February 08, 2013
On 8 February 2013 16:41, Brian Schott <briancschott@gmail.com> wrote:

> On Friday, 8 February 2013 at 16:38:00 UTC, Iain Buclaw wrote:
>
>> I see we could be doing this all day. :þ
>>
>
> We could.
>
>
>  I'll lay down the hint, dmd compiles the source, not gcc. And although gcc
>> may be invoked during a certain special stage of compilation, its actually just a driver to call a certain toolchain program that is outside of gcc. :-)
>>
>
> What we're saying is that dmd, The Digital Mars D Compiler, is written in C++ and is thus built by GCC/G++. We can tell by looking at the Makefile that DMD doesn't build itself.
>

That still has nothing to do with how dmd links D programs. ;)


-- 
Iain Buclaw

*(p < e ? p++ : p) = (c & 0x0f) + '0';


February 08, 2013
On Friday, February 08, 2013 14:29:20 Dmitry Olshansky wrote:
> If target is random access range just use offset throughout. It's basically becomes base + offset vs base + pointer i.e. non-issue

> If not then pointer argument no longer applies and you can just as well use separate counter on per popFront. It'd not that costly in this case and flexibility tramps other concerns with forward ranges in any case.

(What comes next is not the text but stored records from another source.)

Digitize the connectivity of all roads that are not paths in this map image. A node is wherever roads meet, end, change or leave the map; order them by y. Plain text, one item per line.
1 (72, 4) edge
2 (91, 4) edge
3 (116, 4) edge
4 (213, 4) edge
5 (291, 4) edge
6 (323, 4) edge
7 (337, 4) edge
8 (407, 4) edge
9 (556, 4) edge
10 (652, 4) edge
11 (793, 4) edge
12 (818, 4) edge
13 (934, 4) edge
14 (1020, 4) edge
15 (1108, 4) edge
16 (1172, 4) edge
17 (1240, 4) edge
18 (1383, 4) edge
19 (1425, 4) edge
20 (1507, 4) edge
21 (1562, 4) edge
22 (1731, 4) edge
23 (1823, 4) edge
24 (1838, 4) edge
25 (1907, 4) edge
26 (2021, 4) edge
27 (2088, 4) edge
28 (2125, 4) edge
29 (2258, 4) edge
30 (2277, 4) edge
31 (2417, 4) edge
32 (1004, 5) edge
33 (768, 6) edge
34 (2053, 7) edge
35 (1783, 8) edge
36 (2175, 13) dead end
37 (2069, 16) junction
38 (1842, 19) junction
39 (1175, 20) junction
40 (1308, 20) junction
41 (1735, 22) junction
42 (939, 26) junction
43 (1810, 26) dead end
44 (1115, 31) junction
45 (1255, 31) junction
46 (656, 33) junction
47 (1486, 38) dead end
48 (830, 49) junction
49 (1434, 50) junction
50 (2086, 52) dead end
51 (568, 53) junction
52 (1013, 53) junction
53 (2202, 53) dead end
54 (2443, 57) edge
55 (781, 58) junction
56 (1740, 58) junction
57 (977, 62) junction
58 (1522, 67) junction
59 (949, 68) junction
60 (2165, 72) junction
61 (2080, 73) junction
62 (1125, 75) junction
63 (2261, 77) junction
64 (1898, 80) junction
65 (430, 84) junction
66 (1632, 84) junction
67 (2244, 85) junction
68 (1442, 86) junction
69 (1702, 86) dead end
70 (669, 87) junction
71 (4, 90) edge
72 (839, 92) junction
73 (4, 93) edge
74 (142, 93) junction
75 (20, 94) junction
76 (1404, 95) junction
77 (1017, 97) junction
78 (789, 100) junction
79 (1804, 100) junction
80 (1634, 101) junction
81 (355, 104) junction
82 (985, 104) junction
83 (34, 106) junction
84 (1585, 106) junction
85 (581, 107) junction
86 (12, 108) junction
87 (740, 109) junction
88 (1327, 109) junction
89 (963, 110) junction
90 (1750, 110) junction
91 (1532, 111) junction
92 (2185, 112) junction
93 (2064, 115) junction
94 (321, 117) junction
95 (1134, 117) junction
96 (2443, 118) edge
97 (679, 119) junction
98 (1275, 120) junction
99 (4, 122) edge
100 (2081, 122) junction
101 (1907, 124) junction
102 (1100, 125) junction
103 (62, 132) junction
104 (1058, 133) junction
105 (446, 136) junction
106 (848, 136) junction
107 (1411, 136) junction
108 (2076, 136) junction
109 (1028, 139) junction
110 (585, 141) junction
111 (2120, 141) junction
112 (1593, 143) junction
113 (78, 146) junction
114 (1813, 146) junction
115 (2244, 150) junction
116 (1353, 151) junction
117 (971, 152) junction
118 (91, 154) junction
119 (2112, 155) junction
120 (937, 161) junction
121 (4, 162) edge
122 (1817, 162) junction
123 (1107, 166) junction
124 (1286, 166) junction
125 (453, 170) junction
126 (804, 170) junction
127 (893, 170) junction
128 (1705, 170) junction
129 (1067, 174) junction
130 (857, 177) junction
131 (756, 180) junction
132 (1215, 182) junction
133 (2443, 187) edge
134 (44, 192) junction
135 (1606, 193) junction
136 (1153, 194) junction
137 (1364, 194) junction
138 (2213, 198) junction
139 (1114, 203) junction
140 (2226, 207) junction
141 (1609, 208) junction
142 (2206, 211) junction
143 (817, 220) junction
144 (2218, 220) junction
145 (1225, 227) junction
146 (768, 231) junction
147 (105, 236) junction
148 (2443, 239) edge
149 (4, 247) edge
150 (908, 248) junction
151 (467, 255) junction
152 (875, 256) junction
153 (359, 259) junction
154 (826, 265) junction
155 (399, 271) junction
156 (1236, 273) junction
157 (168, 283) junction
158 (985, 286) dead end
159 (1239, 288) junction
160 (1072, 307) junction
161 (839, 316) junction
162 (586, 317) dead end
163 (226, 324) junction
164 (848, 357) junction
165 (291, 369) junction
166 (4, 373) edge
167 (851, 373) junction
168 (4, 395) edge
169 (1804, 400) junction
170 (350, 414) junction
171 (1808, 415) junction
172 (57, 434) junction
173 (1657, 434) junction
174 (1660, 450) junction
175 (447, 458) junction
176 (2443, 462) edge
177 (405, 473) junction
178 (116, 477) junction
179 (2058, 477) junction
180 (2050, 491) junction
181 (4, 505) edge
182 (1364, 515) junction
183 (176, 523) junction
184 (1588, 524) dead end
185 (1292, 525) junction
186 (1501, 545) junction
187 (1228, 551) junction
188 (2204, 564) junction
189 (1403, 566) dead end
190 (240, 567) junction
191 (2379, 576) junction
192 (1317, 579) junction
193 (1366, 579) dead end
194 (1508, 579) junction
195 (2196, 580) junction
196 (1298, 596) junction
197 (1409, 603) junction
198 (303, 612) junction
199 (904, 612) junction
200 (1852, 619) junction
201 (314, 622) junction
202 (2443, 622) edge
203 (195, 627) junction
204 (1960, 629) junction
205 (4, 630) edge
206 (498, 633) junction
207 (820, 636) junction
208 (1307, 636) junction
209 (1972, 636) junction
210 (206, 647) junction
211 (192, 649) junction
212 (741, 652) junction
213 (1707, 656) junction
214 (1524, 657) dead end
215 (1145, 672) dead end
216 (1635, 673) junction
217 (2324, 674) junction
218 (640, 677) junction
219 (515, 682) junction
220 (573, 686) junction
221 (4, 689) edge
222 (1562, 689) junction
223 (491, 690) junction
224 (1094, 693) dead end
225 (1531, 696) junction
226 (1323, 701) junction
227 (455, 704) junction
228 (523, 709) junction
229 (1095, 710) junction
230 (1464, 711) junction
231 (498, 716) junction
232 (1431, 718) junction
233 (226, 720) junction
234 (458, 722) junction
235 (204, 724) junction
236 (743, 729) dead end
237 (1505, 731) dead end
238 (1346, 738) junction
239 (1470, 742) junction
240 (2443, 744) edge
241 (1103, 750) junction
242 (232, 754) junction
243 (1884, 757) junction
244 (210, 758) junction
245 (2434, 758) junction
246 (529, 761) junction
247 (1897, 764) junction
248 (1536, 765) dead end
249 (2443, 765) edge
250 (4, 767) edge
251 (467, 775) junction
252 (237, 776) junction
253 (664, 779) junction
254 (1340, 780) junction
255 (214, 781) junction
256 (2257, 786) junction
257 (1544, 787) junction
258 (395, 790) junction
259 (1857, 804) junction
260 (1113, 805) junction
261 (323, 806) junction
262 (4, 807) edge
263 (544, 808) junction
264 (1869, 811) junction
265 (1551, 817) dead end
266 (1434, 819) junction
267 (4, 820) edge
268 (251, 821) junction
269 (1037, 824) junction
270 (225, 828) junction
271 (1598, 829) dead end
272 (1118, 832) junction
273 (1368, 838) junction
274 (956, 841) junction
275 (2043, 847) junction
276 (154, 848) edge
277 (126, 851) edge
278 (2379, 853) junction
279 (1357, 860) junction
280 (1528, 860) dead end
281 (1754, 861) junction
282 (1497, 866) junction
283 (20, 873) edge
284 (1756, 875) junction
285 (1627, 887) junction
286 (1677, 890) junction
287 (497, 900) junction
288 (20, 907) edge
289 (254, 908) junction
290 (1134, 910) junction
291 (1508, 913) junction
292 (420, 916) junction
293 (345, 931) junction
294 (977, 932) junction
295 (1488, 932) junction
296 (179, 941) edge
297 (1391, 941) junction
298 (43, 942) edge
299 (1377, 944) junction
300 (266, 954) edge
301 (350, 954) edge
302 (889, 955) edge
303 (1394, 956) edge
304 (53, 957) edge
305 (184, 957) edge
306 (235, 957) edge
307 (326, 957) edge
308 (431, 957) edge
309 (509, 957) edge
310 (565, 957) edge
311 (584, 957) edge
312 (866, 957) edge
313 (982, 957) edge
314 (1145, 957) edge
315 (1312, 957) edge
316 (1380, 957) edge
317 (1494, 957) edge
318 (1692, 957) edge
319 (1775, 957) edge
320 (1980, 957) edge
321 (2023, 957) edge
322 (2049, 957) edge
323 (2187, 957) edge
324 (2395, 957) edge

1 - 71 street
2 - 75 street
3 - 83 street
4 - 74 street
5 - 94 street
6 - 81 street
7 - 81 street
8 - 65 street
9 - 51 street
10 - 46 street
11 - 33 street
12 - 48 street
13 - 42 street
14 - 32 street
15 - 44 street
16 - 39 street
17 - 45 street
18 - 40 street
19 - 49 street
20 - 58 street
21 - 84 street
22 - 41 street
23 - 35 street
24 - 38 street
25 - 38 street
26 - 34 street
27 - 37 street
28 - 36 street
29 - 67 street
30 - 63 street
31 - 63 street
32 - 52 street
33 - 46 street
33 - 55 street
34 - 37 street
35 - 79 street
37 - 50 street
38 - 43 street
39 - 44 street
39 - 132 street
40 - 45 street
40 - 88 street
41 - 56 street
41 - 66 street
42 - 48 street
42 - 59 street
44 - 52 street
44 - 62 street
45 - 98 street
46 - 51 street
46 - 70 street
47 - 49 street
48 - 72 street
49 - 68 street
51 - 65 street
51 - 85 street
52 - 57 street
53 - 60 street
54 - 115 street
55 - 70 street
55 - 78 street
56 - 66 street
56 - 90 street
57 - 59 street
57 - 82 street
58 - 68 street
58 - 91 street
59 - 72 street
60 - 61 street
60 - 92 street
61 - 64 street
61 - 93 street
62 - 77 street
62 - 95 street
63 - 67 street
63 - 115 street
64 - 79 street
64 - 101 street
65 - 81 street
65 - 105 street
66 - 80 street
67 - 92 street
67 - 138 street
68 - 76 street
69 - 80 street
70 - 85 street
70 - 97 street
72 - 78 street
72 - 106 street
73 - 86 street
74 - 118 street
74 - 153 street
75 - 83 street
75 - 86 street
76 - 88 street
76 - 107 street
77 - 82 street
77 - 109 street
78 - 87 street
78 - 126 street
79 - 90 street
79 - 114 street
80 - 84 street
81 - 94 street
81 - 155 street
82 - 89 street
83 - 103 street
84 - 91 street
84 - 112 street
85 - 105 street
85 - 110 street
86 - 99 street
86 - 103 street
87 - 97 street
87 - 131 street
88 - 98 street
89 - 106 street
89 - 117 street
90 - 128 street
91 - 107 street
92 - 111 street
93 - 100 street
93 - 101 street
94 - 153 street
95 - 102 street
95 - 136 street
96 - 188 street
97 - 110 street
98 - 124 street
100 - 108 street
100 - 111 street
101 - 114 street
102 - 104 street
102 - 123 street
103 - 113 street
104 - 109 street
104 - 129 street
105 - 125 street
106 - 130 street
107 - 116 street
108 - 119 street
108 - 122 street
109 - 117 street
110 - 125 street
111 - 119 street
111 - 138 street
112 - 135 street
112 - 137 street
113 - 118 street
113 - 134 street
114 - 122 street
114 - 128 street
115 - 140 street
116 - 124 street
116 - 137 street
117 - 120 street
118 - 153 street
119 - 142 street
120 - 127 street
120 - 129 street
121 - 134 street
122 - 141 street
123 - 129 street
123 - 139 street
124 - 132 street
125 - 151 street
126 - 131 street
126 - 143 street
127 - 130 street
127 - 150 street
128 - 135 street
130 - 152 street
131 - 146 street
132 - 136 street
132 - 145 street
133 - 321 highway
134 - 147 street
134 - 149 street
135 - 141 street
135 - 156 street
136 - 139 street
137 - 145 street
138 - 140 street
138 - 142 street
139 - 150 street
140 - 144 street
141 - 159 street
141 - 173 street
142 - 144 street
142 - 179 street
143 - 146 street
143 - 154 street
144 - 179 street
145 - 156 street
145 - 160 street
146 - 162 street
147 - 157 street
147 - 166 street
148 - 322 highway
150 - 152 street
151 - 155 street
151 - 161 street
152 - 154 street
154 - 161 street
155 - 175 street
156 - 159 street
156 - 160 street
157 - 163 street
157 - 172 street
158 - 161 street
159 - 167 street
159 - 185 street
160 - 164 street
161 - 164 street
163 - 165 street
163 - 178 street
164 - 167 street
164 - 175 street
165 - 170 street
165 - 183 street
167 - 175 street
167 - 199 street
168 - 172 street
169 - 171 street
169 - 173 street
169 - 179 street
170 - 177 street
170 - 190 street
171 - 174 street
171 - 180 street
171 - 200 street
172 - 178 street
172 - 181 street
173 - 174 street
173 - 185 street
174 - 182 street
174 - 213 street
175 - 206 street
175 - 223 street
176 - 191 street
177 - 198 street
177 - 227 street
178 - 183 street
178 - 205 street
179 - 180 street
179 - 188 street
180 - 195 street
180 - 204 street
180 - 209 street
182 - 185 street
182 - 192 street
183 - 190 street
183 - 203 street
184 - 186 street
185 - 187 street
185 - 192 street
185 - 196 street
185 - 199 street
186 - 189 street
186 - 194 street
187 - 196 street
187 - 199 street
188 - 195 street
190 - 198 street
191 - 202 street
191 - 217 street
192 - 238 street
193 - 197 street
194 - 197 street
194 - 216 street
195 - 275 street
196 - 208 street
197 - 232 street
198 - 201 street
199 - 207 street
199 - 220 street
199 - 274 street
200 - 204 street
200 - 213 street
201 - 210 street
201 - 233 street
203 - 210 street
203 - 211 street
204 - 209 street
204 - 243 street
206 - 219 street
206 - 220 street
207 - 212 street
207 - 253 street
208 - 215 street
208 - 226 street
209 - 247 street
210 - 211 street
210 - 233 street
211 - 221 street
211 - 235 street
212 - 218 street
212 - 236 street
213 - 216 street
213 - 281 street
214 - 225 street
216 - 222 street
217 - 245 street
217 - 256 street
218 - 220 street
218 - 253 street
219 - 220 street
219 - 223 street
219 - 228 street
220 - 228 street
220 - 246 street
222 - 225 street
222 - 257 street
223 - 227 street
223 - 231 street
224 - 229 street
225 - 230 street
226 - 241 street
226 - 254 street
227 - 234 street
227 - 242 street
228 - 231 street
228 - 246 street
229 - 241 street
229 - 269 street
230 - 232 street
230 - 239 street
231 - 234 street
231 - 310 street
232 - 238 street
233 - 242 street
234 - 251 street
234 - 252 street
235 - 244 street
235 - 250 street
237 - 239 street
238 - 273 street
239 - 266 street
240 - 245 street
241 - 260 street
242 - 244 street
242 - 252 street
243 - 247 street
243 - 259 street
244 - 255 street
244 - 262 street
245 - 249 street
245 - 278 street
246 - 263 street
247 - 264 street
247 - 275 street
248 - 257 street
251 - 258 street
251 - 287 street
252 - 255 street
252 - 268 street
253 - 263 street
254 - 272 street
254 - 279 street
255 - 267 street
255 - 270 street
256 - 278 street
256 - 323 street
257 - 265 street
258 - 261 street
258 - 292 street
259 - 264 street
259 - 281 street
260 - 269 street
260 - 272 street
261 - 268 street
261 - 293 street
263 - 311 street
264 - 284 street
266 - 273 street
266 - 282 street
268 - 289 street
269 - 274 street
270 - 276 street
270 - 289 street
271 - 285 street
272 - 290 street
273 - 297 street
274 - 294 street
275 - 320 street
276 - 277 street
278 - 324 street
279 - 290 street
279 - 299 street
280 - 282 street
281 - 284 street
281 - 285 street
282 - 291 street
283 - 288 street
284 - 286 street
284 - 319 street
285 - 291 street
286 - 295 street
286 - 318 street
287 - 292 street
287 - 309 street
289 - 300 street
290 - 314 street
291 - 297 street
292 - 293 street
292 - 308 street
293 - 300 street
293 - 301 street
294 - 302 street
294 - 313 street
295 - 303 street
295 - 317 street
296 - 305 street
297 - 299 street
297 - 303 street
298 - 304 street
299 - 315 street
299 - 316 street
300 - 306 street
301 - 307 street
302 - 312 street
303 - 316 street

I don't know exactly how costly it ends up being (and certainly, poor design choices in other areas could dwarf that cost), but it does incur extra overhead throughout the lexing process. In most code, it wouldn't be a big deal, but the lexer is trying to be lightning fast, so every extra bit like that is going to add up and slow it down. But you really don't have any choice if you don't even have random access. Regardless, my point is that accepting generic ranges rather than pointers complicates things somewhat and does incur at least a slight performance penalty.

- Jonathan M Davis
February 08, 2013
08-Feb-2013 23:25, Jonathan M Davis пишет:
> On Friday, February 08, 2013 14:29:20 Dmitry Olshansky wrote:
>> If target is random access range just use offset throughout. It's
>> basically becomes base + offset vs base + pointer i.e. non-issue
>
>> If not then pointer argument no longer applies and you can just as well
>> use separate counter on per popFront. It'd not that costly in this case
>> and flexibility tramps other concerns with forward ranges in any case.
>
> I don't know exactly how costly it ends up being (and certainly, poor design
> choices in other areas could dwarf that cost), but it does incur extra
> overhead throughout the lexing process.
> In most code, it wouldn't be a big
> deal, but the lexer is trying to be lightning fast, so every extra bit like
> that is going to add up and slow it down.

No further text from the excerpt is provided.